13 Kasım 2015 00:51

Profesyonellerden amatörlük beklemek

Profesyonellerden amatörlük beklemek

Fotoğraf: Envato

Paylaş

Bursasporlu taraftarlar, hayatını ülke futboluna katkıda bulunmaya adamış insanlardan Şenol Güneş’e küfür ediyorlar... Sebep?.. Şenol Güneş’in Bursaspor’dan sonra  Beşiktaş’ın başına geçmesi ve hakkında bazı Bursasporlu oyuncuları transfer etme girişiminde bulunduğu yönünde söylentiler çıkması...

Tabii Beşiktaş ile aralarında yıllardan bu yana sürüp gelen derin “husumetin” varlığını da unutmamak lazım... Aralarında “husumet” bulunan takımlardan birbirine geçen sporcu ya da teknik adamlara neredeyse “hain” gözüyle bakılıyor bizim hastalıklı futbol dünyamızda... 

Fanatizmin dar sınırları içine hapsolup insani değerlerini yitirmiş sığ bakış açısının, beraberinde kin ve nefret doğurması şaşırtıcı değil.Bu arızalı bakış açısı, profesyonelliğin doğru biçimde algılanmasının önünde de ciddi bir engel teşkil ediyor. 

Sonuçta futbolcular, teknik direktörler kulübün karşılıklı anlaşma imzalayarak bünyesine kattığı sözleşmeli elemanlar.

Ancak profesyonellerden, görev yaptıkları kulübü, anlaşma şartlarının ötesinde, sonsuz bir sadakat ve fedakarlıkla özümsemeleri bekleniyor. 

Bakış açılarını kulüp çıkarlarıyla özdeşleştirmiş taraftarlar, profesyonelliğin duygusallığı geri plana ittiği gerçeğini kavramakta zorlanıyorlar. 

Bu nedenle mesela; sağlığını, mesleki geleceğini tehlikeye atma pahasına takımı için gerektiğinde “tekmeye kafasını koyabilene”, “en muteber oyuncu” gözüyle bakılıyor. 

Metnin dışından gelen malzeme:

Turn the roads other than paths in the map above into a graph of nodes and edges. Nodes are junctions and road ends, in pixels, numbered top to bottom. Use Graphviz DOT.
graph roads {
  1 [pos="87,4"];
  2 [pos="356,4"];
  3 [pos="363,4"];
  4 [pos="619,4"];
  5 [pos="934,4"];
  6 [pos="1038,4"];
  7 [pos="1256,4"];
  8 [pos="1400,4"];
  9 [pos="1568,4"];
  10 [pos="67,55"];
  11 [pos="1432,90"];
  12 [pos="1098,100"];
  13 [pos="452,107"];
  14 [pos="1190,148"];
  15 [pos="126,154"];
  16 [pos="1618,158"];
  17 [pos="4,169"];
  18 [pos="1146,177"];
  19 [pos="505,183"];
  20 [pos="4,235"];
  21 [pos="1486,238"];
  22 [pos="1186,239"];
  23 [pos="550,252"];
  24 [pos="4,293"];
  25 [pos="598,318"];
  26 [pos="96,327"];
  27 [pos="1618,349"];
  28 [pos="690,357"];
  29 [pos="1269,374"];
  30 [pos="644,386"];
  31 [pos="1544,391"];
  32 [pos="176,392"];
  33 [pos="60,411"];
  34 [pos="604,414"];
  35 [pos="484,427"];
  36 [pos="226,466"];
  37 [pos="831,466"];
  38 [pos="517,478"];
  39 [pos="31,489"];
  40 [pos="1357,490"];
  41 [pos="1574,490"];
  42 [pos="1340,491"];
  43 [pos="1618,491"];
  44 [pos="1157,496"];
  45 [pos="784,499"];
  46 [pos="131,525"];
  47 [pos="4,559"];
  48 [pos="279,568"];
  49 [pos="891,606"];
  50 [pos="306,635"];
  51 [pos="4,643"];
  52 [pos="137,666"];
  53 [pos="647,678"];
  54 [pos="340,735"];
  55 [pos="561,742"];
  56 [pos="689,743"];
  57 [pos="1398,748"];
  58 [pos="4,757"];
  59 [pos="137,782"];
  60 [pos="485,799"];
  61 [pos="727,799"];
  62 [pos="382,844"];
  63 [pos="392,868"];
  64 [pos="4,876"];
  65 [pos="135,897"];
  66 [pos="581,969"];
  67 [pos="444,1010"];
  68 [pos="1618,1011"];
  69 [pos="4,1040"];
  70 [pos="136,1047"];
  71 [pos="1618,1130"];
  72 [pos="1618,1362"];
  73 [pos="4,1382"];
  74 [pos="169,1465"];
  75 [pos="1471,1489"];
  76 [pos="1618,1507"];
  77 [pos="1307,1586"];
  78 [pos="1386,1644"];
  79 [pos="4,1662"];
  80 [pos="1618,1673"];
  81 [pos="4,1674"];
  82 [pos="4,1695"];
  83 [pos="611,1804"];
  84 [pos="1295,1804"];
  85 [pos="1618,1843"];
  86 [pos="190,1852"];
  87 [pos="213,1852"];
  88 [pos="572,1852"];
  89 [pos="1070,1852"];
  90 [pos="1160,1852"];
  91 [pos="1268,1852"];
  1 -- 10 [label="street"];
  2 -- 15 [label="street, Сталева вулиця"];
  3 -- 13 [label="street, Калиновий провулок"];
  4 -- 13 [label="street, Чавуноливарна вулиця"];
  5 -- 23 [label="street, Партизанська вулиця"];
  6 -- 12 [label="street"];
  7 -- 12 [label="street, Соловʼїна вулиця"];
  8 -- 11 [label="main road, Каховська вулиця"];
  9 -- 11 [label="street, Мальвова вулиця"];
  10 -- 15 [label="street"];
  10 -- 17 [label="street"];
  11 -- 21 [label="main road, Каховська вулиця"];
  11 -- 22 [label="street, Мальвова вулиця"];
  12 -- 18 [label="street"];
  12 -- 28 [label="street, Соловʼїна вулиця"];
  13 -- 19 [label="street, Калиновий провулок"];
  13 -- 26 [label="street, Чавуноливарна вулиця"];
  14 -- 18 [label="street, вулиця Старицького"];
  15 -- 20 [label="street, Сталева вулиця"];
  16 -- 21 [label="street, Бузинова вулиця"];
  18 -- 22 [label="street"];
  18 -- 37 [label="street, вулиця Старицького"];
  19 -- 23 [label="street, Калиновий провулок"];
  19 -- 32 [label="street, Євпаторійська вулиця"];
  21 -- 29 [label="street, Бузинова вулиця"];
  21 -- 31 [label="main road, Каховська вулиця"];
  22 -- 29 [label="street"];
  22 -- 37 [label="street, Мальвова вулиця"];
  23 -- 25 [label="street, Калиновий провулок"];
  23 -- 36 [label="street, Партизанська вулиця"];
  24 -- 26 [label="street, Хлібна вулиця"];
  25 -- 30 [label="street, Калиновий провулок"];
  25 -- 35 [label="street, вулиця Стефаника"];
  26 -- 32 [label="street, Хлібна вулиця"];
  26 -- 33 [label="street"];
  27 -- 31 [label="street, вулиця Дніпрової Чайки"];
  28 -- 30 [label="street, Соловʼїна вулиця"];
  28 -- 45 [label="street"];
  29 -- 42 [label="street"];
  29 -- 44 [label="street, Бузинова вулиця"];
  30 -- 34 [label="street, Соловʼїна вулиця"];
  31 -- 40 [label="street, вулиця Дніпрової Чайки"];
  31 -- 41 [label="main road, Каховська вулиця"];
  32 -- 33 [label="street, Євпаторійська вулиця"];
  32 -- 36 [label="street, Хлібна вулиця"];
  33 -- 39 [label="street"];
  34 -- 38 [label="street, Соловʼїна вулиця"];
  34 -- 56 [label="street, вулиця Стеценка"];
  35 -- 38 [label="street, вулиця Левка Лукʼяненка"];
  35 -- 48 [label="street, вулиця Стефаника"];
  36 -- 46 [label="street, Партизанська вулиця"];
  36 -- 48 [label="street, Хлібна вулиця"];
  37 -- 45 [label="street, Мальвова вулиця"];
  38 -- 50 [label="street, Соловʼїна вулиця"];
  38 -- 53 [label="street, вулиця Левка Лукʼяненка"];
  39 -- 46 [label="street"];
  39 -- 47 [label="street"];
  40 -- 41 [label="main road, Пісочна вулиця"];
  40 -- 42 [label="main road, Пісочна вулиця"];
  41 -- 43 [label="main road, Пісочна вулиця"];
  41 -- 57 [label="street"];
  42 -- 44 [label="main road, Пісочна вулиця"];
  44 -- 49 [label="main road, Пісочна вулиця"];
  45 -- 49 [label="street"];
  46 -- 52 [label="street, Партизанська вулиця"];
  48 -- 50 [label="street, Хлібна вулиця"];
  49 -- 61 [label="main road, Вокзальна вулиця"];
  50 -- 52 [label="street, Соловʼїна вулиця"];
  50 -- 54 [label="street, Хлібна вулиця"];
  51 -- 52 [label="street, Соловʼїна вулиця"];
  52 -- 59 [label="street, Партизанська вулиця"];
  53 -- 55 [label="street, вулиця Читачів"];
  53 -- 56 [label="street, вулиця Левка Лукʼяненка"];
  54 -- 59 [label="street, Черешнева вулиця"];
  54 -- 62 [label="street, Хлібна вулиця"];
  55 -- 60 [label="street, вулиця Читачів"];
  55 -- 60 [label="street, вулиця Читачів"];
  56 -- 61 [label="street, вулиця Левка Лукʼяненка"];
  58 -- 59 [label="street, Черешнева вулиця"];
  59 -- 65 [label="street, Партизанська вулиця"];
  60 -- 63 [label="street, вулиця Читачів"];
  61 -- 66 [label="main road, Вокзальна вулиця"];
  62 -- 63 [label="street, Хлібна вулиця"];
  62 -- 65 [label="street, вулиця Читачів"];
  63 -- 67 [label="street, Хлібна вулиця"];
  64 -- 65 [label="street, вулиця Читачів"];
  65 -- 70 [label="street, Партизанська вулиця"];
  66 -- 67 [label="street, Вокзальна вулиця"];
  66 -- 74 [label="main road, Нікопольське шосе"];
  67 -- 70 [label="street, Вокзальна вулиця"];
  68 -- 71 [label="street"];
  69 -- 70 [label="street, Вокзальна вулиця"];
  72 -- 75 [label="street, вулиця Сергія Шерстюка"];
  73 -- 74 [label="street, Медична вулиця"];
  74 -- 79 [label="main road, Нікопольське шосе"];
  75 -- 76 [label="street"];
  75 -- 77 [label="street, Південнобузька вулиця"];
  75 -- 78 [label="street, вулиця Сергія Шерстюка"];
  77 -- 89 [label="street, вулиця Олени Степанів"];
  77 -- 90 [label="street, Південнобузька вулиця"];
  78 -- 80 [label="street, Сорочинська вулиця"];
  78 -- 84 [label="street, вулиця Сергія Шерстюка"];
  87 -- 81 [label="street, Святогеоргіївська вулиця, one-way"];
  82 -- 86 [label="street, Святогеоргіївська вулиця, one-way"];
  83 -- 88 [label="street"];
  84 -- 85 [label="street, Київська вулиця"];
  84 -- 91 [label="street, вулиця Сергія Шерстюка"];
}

Elbette iş ahlakı gereği profesyoneller, bilgilerini, birikimlerini ve emeklerini ortaya koyacaklar, ellerinden gelen gayreti, katkıyı sunmaya çalışacaklar. Sonuçta karşılıklı anlaşmayla şartları, çerçevesi belirlenmiş bir iş yapılıyor. Lakin bunun ötesinde, “gönül bağı” kaynaklı talepler, beklentiler, istekler ne yazık ki profesyonelliğin doğasına/gerçeğine aykırı.

Kavram olarak profesyonelliğe karşı çıkmak ve sporun amatör bir ruh, heyecan, saflık ve naiflikle, kazanmaya değil insani değerlerin gelişimine odaklanmış bir şekilde hayata geçirilmesini istemek elbette anlaşılmaz bir şey değil. Ama o zaman buna uygun söylem ve yöntemlerle ses vermek, ortaya çıkmak ve mücadele etmek gerekir. Profesyonelliğe karşı çıkmazken futbolculardan ve teknik direktörlerden amatörlük talep etmek, tutarsızlık bir yana aynı zamanda bencillik.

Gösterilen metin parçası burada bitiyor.